Rousselot began his career as a camera assistant on several Eric Rohmer films. The first was Ma Nuit Chez Maud (1969), where he worked beside esteemed cinematographer Nestor Almendros as a camera loader. This apprenticeship was apparently instrumental in Rousselot's development. Rousselot credits this experience as a profound influence, along with his work in commercials with still photographer Sara Moon. Before this, though, there was Jean Cocteau. Rousselot was a child of eleven when he first saw the French avantgarde filmmaker's work, and he found them "so moving, emotionally, visually, and intellectually. They were complete magic to me," he told MovieMaker interviewer David Geffner. Other films which expanded his horizons included the works of Ingmar Bergman, Frederico Fellini, and the German Expressionists.

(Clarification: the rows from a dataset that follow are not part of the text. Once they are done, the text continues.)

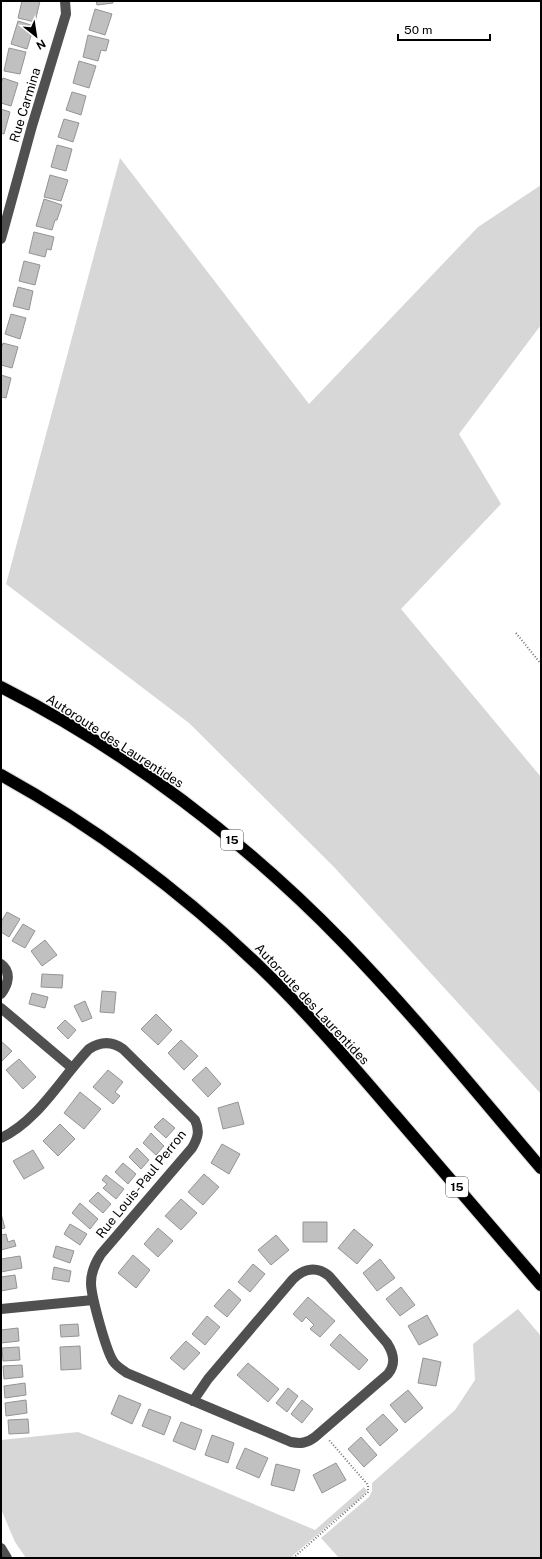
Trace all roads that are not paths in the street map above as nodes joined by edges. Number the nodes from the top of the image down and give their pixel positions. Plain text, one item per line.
1 (66, 1) edge
2 (1, 239) edge
3 (1, 687) edge
4 (1, 775) edge
5 (1, 964) edge
6 (1, 994) edge
7 (1, 1008) edge
8 (72, 1068) junction
9 (1, 1138) edge
10 (541, 1168) edge
11 (541, 1286) edge
12 (93, 1300) junction
13 (1, 1309) edge
14 (194, 1401) junction
15 (1, 1548) edge
16 (7, 1558) edge

1 - 2 street, Rue Carmina
3 - 10 highway, Autoroute des Laurentides / 15
4 - 11 highway, Autoroute des Laurentides / 15
5 - 6 street
7 - 8 street
8 - 9 street, Rue Louis-Paul Perron
8 - 12 street, Rue Louis-Paul Perron
12 - 13 street
12 - 14 street, Rue Louis-Paul Perron
14 - 14 street, Rue Louis-Paul Perron
15 - 16 street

Rousselot embraced the masters from an early age, and he undoubtedly learned a great deal from all this study. By 1970 he was working as the Director of Photography on the French film Clair de Terre , and found such success that he performed in the same capacity in nearly two films per year in the first decade of his career. This prolific pace continued, with quality never suffering as Rousselot shaped important works by such directors as Phillip Kaufman ( Henry and June ), Neil Jordan (We're No Angels , Interview With the Vampire) , Robert Redford, Sidney Pollack, Milos Forman, and many others.

Rousselot's work has won much praise from his peers. In 1993, he won the Academy Award for Best Cinematography for Redford's flyfishing film A River Runs Through It. It was his third nomination for the award. Honor has also come from the French Cesar Awards, where he has claimed the title of Best Cinematographer three times, for Beineix' Diva , Cavaliere's Therese , and Chereau's La Reine Margot (Queen Margot). Rousselot received the BAFTA, similar to the Cesar and the Academy Awards, for his work in Jordan's 1994 film Interview With the Vampire: The Vampire Chronicles , based on the best-selling book by Anne Rice.

Rousselot's work is highly praised in part because of his delicate lighting design. He uses such devises as Chinese lanterns to soften spectral light and shape his elegant compositions. He works to complement film content and tone with tailored illumination. This is especially evident in such films as Therese , where the lighting shifts to enhance the feeling of holiness within this tale of a young, remarkably passionate nun. His Henry and June shows a loving replication of tonal qualities seen in the still photographs of Brassai, a peripheral character in the film. One wonders where Rousselot's fine artistic sensibilities will lead him next, as he continues to work on an astonishing number of films from the most important directors of our time.